● Material provided:
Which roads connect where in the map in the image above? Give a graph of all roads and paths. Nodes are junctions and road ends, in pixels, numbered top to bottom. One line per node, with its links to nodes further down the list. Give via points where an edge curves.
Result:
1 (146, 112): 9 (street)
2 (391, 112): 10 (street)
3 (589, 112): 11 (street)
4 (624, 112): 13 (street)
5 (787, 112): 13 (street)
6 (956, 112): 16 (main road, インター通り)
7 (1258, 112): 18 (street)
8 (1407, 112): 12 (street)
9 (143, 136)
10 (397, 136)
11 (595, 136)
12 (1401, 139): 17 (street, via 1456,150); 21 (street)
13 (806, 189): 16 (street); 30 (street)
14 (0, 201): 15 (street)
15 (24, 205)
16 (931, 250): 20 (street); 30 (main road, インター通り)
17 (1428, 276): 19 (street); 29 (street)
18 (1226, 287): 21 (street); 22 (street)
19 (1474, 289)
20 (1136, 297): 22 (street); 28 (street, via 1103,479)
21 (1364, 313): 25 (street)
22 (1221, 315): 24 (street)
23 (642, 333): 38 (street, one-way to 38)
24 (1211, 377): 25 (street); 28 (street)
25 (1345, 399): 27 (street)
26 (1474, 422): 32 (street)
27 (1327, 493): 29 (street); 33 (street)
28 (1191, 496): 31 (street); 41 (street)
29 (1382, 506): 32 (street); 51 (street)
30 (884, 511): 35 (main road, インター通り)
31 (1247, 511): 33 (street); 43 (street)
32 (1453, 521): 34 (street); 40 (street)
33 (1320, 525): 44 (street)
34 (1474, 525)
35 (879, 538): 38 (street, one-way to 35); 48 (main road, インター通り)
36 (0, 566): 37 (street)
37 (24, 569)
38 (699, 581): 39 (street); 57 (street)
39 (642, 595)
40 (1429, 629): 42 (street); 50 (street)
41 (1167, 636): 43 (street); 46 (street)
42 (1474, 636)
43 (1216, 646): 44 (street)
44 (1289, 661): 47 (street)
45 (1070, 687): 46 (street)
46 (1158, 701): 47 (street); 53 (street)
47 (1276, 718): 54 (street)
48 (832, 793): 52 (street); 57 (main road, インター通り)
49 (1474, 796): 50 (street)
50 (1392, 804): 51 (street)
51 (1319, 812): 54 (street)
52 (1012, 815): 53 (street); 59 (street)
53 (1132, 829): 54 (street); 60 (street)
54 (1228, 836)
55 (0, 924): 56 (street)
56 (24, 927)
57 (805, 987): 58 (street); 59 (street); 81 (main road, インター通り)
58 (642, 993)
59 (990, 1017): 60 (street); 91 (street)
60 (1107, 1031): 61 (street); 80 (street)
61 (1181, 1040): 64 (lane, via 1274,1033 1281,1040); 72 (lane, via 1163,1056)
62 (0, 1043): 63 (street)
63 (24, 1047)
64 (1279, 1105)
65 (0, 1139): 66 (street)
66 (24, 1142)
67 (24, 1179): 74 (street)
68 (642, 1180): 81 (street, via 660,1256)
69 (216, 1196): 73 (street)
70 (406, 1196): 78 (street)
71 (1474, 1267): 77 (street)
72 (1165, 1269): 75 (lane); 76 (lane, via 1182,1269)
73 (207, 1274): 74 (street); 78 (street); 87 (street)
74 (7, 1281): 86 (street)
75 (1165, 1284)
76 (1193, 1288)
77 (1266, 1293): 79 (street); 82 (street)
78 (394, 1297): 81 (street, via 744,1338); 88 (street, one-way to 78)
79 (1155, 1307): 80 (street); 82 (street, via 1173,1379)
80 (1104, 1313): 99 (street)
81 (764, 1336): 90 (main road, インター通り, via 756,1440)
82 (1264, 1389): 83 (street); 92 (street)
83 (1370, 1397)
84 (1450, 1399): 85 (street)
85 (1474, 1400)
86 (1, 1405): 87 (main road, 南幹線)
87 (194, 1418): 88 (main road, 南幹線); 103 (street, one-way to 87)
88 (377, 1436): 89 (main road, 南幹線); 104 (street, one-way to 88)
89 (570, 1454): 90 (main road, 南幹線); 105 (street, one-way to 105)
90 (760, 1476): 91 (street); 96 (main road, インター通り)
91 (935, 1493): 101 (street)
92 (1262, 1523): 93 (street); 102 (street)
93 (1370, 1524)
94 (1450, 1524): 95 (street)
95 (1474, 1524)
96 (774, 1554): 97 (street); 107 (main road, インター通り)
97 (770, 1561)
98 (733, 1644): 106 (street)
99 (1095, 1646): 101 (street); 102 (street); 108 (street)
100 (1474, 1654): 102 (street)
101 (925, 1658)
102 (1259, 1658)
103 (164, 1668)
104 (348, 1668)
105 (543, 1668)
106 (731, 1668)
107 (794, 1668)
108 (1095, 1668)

● What you should do:
Please output the records once more, exactly as they were written.

● Solution to the problem:
Which roads connect where in the map in the image above? Give a graph of all roads and paths. Nodes are junctions and road ends, in pixels, numbered top to bottom. One line per node, with its links to nodes further down the list. Give via points where an edge curves.
Result:
1 (146, 112): 9 (street)
2 (391, 112): 10 (street)
3 (589, 112): 11 (street)
4 (624, 112): 13 (street)
5 (787, 112): 13 (street)
6 (956, 112): 16 (main road, インター通り)
7 (1258, 112): 18 (street)
8 (1407, 112): 12 (street)
9 (143, 136)
10 (397, 136)
11 (595, 136)
12 (1401, 139): 17 (street, via 1456,150); 21 (street)
13 (806, 189): 16 (street); 30 (street)
14 (0, 201): 15 (street)
15 (24, 205)
16 (931, 250): 20 (street); 30 (main road, インター通り)
17 (1428, 276): 19 (street); 29 (street)
18 (1226, 287): 21 (street); 22 (street)
19 (1474, 289)
20 (1136, 297): 22 (street); 28 (street, via 1103,479)
21 (1364, 313): 25 (street)
22 (1221, 315): 24 (street)
23 (642, 333): 38 (street, one-way to 38)
24 (1211, 377): 25 (street); 28 (street)
25 (1345, 399): 27 (street)
26 (1474, 422): 32 (street)
27 (1327, 493): 29 (street); 33 (street)
28 (1191, 496): 31 (street); 41 (street)
29 (1382, 506): 32 (street); 51 (street)
30 (884, 511): 35 (main road, インター通り)
31 (1247, 511): 33 (street); 43 (street)
32 (1453, 521): 34 (street); 40 (street)
33 (1320, 525): 44 (street)
34 (1474, 525)
35 (879, 538): 38 (street, one-way to 35); 48 (main road, インター通り)
36 (0, 566): 37 (street)
37 (24, 569)
38 (699, 581): 39 (street); 57 (street)
39 (642, 595)
40 (1429, 629): 42 (street); 50 (street)
41 (1167, 636): 43 (street); 46 (street)
42 (1474, 636)
43 (1216, 646): 44 (street)
44 (1289, 661): 47 (street)
45 (1070, 687): 46 (street)
46 (1158, 701): 47 (street); 53 (street)
47 (1276, 718): 54 (street)
48 (832, 793): 52 (street); 57 (main road, インター通り)
49 (1474, 796): 50 (street)
50 (1392, 804): 51 (street)
51 (1319, 812): 54 (street)
52 (1012, 815): 53 (street); 59 (street)
53 (1132, 829): 54 (street); 60 (street)
54 (1228, 836)
55 (0, 924): 56 (street)
56 (24, 927)
57 (805, 987): 58 (street); 59 (street); 81 (main road, インター通り)
58 (642, 993)
59 (990, 1017): 60 (street); 91 (street)
60 (1107, 1031): 61 (street); 80 (street)
61 (1181, 1040): 64 (lane, via 1274,1033 1281,1040); 72 (lane, via 1163,1056)
62 (0, 1043): 63 (street)
63 (24, 1047)
64 (1279, 1105)
65 (0, 1139): 66 (street)
66 (24, 1142)
67 (24, 1179): 74 (street)
68 (642, 1180): 81 (street, via 660,1256)
69 (216, 1196): 73 (street)
70 (406, 1196): 78 (street)
71 (1474, 1267): 77 (street)
72 (1165, 1269): 75 (lane); 76 (lane, via 1182,1269)
73 (207, 1274): 74 (street); 78 (street); 87 (street)
74 (7, 1281): 86 (street)
75 (1165, 1284)
76 (1193, 1288)
77 (1266, 1293): 79 (street); 82 (street)
78 (394, 1297): 81 (street, via 744,1338); 88 (street, one-way to 78)
79 (1155, 1307): 80 (street); 82 (street, via 1173,1379)
80 (1104, 1313): 99 (street)
81 (764, 1336): 90 (main road, インター通り, via 756,1440)
82 (1264, 1389): 83 (street); 92 (street)
83 (1370, 1397)
84 (1450, 1399): 85 (street)
85 (1474, 1400)
86 (1, 1405): 87 (main road, 南幹線)
87 (194, 1418): 88 (main road, 南幹線); 103 (street, one-way to 87)
88 (377, 1436): 89 (main road, 南幹線); 104 (street, one-way to 88)
89 (570, 1454): 90 (main road, 南幹線); 105 (street, one-way to 105)
90 (760, 1476): 91 (street); 96 (main road, インター通り)
91 (935, 1493): 101 (street)
92 (1262, 1523): 93 (street); 102 (street)
93 (1370, 1524)
94 (1450, 1524): 95 (street)
95 (1474, 1524)
96 (774, 1554): 97 (street); 107 (main road, インター通り)
97 (770, 1561)
98 (733, 1644): 106 (street)
99 (1095, 1646): 101 (street); 102 (street); 108 (street)
100 (1474, 1654): 102 (street)
101 (925, 1658)
102 (1259, 1658)
103 (164, 1668)
104 (348, 1668)
105 (543, 1668)
106 (731, 1668)
107 (794, 1668)
108 (1095, 1668)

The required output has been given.